Considering Jullian from another perspective, we could look at what he actually does not say. In fact, when he thanks Spadolini, he calls him “the famous dancer” without saying anything about his paintings. Why? Exhibitions on Spadolini’s work had been organised since the 1940s, why did he omit this aspect? At present it is not clear, but we know that Spadolini had been deeply attached to his paintings since the 1920s, when he was studying art in Rome.

One of his first notable paintings was a San Francis he completed in 1925. At that time he could not keep it safe at his place in Rome and left it in Ancona, at his parents’ house. Unfortunately, his father Angelo, who had refused to join the Fascist Party, lost his job and decided to sell it.

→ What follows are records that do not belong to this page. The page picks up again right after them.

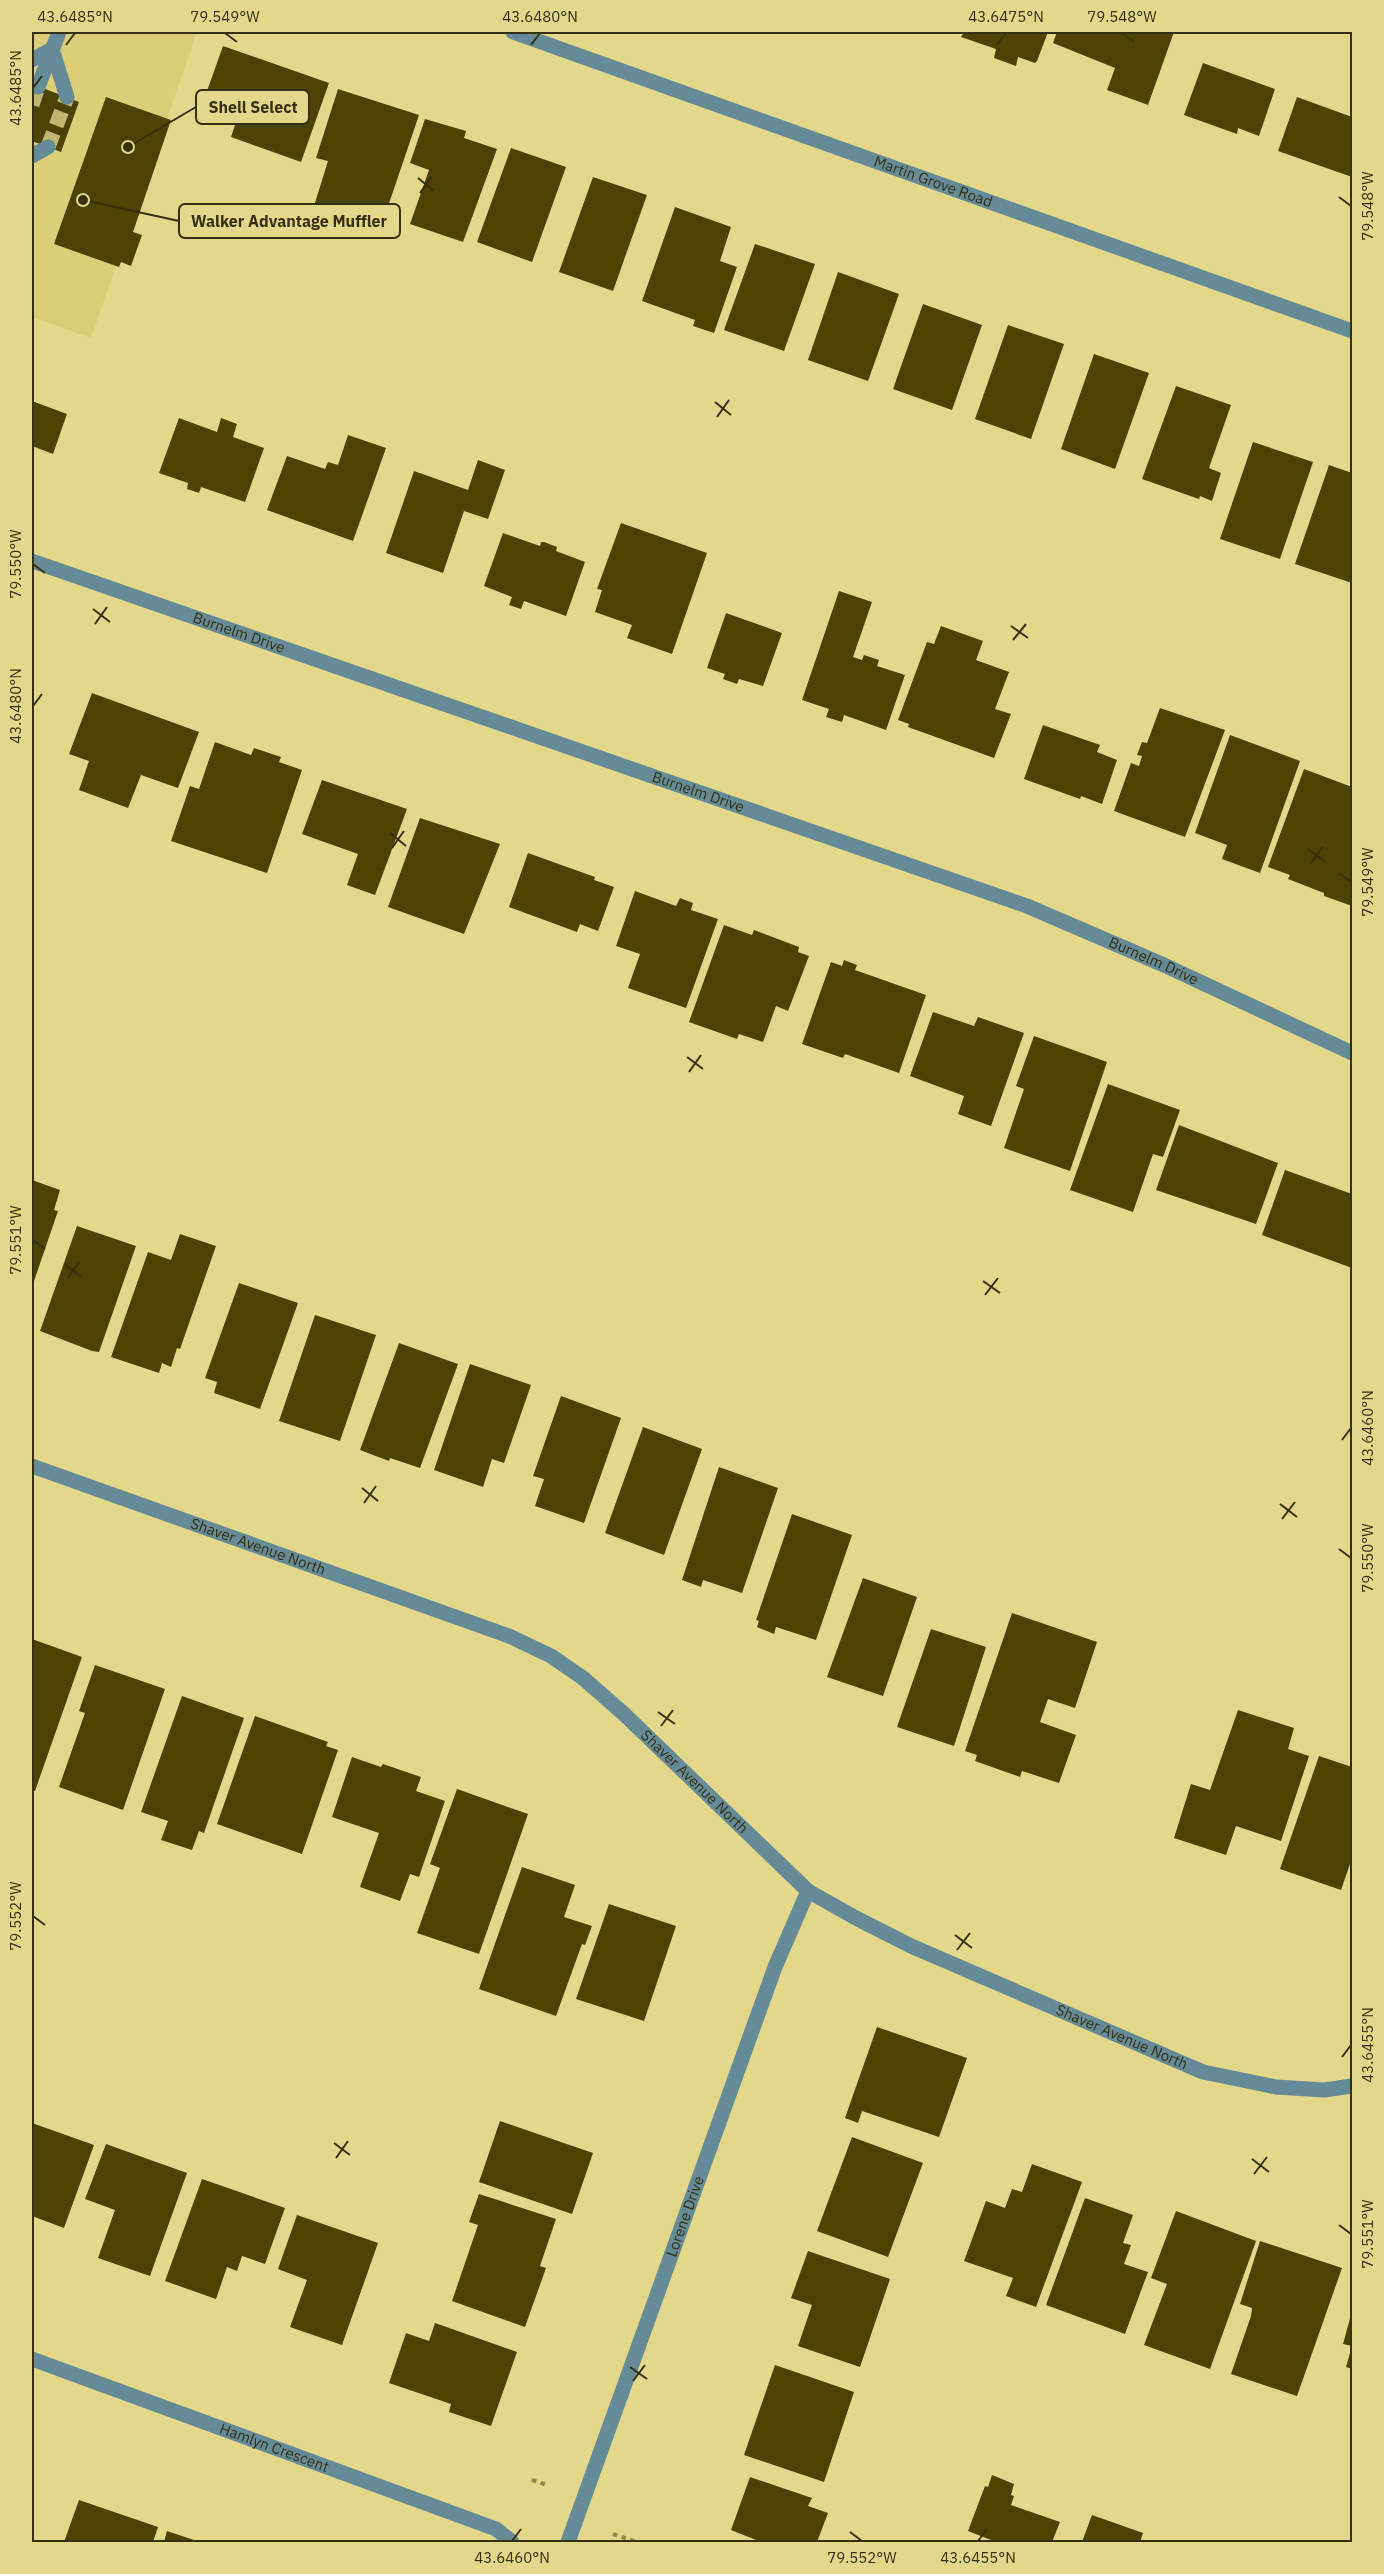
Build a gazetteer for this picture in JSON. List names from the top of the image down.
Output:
{
  "streets": {
    "street": [
      "Martin Grove Road",
      "Burnelm Drive",
      "Shaver Avenue North",
      "Lorene Drive",
      "Hamlyn Crescent"
    ]
  },
  "crossings": [
    ["Shaver Avenue North", "Lorene Drive"]
  ],
  "places": ["Shell Select", "Walker Advantage Muffler"],
  "coordinates": [
    "43.6485°N",
    "79.549°W",
    "43.6480°N",
    "43.6475°N",
    "79.548°W",
    "79.550°W",
    "79.551°W",
    "43.6460°N",
    "79.552°W",
    "43.6455°N"
  ]
}
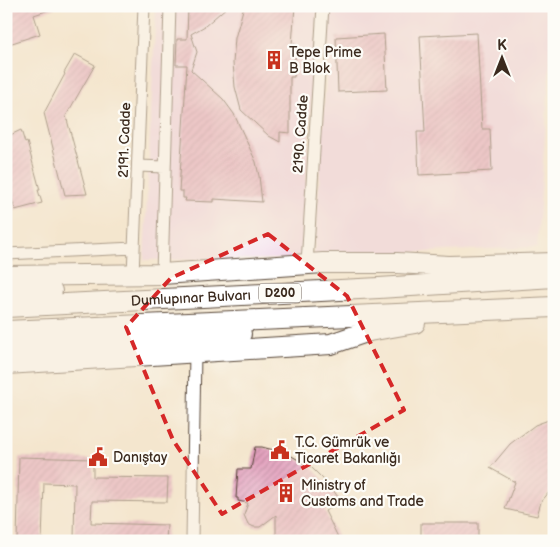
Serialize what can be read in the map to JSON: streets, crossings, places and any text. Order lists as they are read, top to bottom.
{
  "streets": {
    "highway": ["D200", "Dumlupınar Bulvarı"],
    "street": ["2190. Cadde", "2191. Cadde"]
  },
  "crossings": [
    ["2190. Cadde", "Dumlupınar Bulvarı"],
    ["2191. Cadde", "Dumlupınar Bulvarı"]
  ],
  "places": {
    "building": ["Tepe Prime B Blok", "Ministry of Customs and Trade"],
    "public building": ["T.C. Gümrük ve Ticaret Bakanlığı", "Danıştay"]
  },
  "north": "top"
}
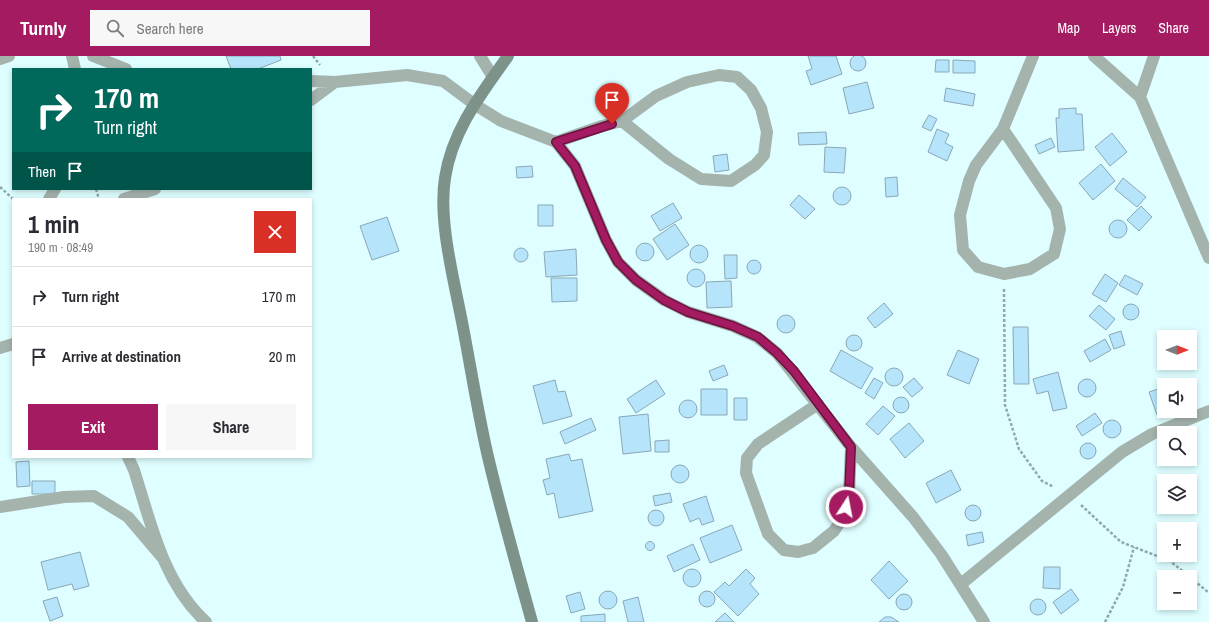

When he discovered it, Spadolini became very angry. He tried to recover his work and discovered that it had been sold to a church in Bradford, New York, USA. When he went on tour to the States, he hired a photographer to have a picture taken of his painting and this is all we have of it today. His attachment also emerges from his decision to join the Third Order of San Francis, probably after the Second World War. Travaglini dedicates an intense page to his uncle’s devotion for the saint, quoting his own words: “Francis has taught me to give for the joy of giving, to be happy with what I have, to consider the rich as the real poor because they are often poor in their spirit and soul”.

Spadolini’s words return in other parts of the book, as in his 1935 article, “Impressions of America”, that Travaglini published also in his 2012 book, Spadò – Il danzatore nudo. Spadolini talks about the United States after coming back from a tour there, “an American city shows itself as a continuous example of human velocity”. He compares the Parisian music-halls with those in the States, highlighting the fame of the French capital, “in general, when the production shows a French label, it is skyrocketing”. He then criticises North American racism, after noticing its “unspeakable repulsion towards the yellow and black races” while dining with black artist Alma Smith.

Dora and Maurizio discover information on Spadolini thanks to this and other documents, commenting them and formulating questions on his life. In this sense, Travaglini’s book is as much about Spadolini as it is abut the complex act of writing a book on him. Connected with this aspect, there is another character, a blogger who publishes superficial articles on Spadolini. His work, inspired by an exhisting book, Ignazio Gori’s Alberto Spadolini – Danzatore, pittore, agente segreto [Alberto Spadolini – Dancer, painter, secret agent], shows the great difference between a fourteen years (and counting) long study, as Travaglini’s book is, and Gori’s work, where Travaglini’s findings are mentioned (beginning with the 1978 box of documents) but never acknowledged. One could recognise its unprofessional approach even only from the book cover, where a beautiful photograph of Spadolini is turned upside down (what are possible readers supposed to think of it? That Spadolini danced that way?). Worse still, the book is described as the ‘study’ that gives back “its right weight” to Spadolini’s work , creating a false idea in those who do not know anything about either Spadolini or his nephew, a very grave and disrespectful act. Through the blogger character, Travaglini questions and deconstructs Gori’s book, reclaiming the respect that his own work and his uncle deserve, “‘Your blogger – vehemently said Dora - ‘alludes to something, but what proofs does he offer?’. ‘None!’, replied Maurizio”.


NOTE

[1] There is an indirect source from that period that attests Duilio Cambellotti’s presence at the Vittoriale. According to Pierfranco Andreani, who wrote a brief biographical introduction on Spadolini in the brochure of his Roman 1967 exhibition, Spadolini became Cambellotti’s apprentice while studying at the Art Academy in Rome. It is therefore plausible to think that Spadolini went with him to the Vittoriale.